Go through each line of the records below and count those with the word "paths". Give only the count.
++++
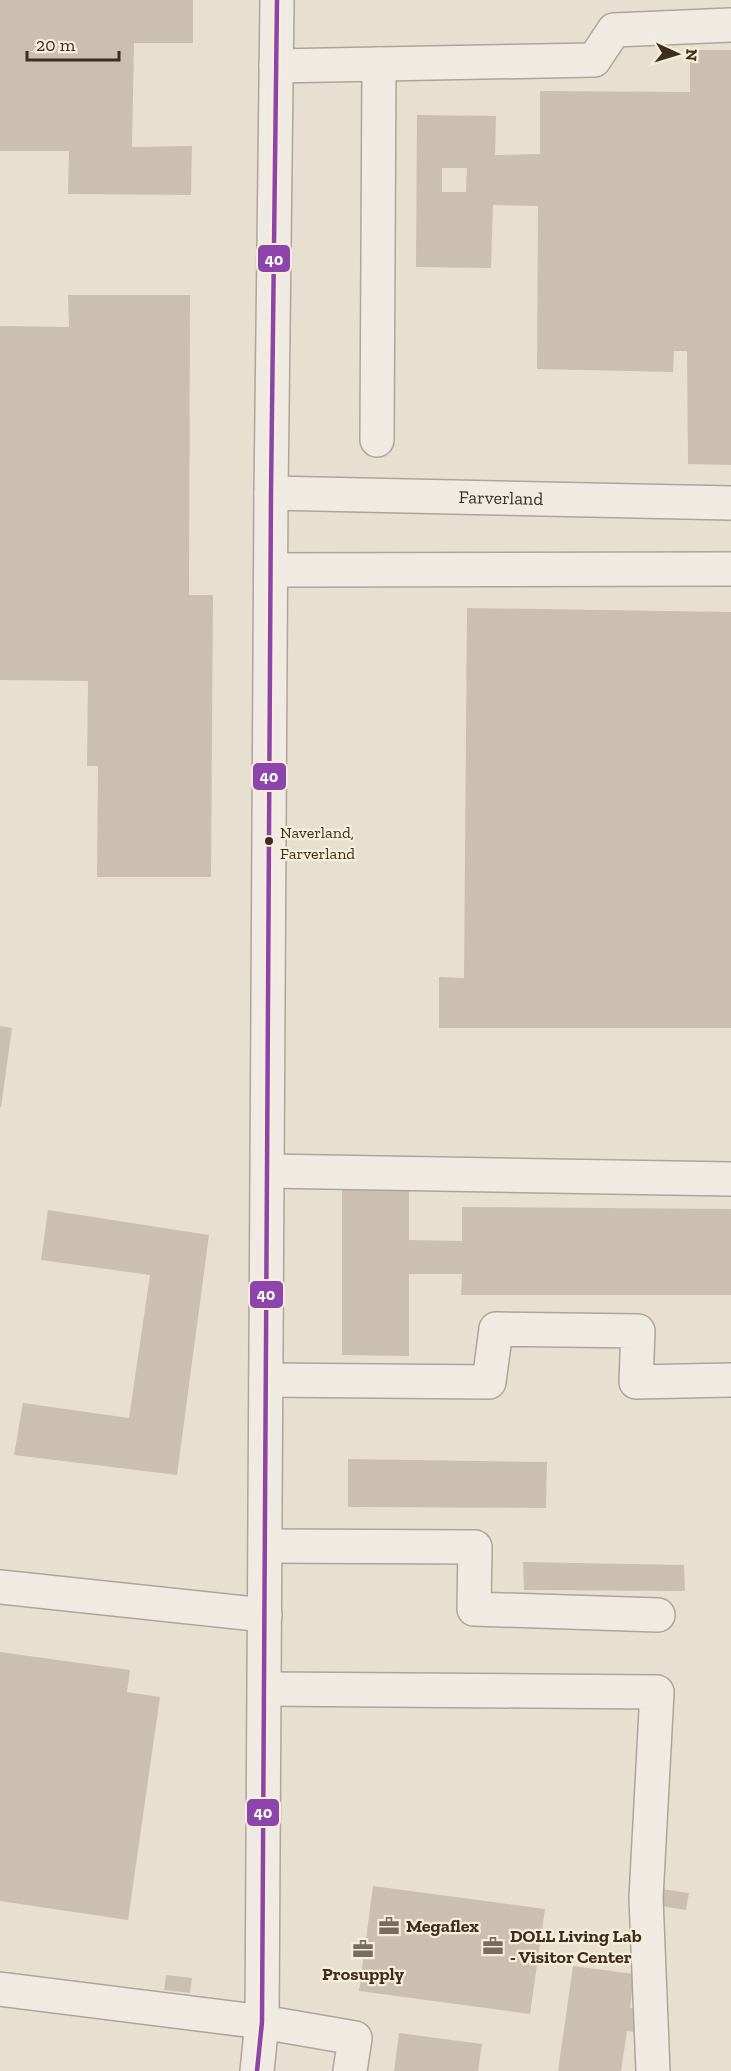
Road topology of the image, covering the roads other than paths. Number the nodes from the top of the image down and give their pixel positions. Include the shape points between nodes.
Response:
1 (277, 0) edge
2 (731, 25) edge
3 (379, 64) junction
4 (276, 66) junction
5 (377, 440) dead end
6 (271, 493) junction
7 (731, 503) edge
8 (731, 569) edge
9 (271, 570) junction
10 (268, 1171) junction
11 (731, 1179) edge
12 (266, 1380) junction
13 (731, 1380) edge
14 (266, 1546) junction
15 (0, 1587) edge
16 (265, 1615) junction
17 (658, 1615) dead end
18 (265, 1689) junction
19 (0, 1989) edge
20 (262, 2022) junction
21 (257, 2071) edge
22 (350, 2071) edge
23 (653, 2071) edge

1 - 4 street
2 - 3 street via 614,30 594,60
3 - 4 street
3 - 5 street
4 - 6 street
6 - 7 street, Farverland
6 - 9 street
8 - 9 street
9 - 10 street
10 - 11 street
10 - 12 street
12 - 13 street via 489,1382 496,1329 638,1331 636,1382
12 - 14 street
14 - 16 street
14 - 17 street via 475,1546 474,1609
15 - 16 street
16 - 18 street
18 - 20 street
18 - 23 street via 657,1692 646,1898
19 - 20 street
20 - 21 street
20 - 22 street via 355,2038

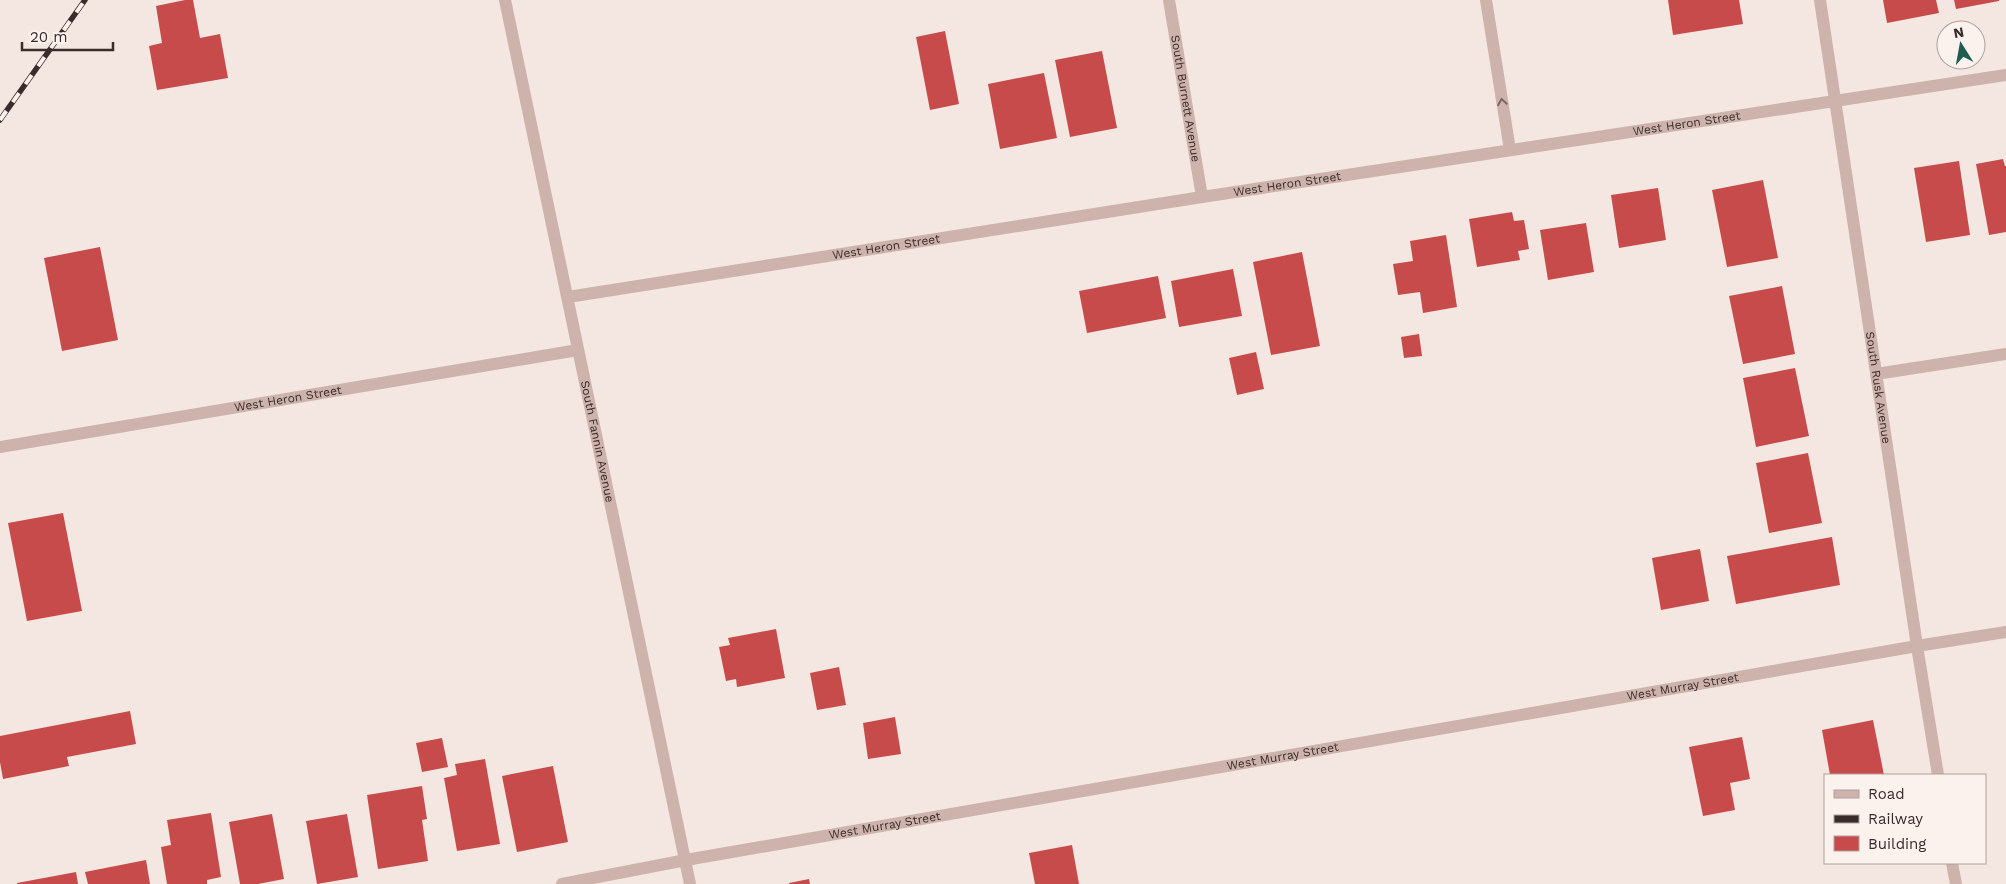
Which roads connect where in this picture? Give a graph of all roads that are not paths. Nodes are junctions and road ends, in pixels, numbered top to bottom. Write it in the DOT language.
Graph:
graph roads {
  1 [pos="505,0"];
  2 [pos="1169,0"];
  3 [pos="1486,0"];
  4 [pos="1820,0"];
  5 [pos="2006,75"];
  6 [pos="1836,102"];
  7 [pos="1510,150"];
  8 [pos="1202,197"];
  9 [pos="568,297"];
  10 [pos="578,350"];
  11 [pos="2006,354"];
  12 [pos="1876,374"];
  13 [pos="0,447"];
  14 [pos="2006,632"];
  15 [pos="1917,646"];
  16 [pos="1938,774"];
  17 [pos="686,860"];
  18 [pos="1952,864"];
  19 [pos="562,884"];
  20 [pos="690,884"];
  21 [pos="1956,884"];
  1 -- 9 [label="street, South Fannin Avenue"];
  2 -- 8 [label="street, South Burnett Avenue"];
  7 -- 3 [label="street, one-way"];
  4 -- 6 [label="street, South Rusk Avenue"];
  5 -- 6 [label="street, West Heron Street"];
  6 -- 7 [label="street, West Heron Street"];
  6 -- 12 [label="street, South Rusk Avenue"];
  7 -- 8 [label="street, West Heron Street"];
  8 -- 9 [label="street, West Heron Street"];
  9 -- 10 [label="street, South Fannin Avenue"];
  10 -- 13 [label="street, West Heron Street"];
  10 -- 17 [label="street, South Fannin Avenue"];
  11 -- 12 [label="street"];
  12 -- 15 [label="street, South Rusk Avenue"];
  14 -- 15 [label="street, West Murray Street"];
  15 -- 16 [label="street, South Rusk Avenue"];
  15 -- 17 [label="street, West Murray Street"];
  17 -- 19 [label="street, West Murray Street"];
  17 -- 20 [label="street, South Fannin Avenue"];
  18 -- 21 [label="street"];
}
++++
▶ Final answer
2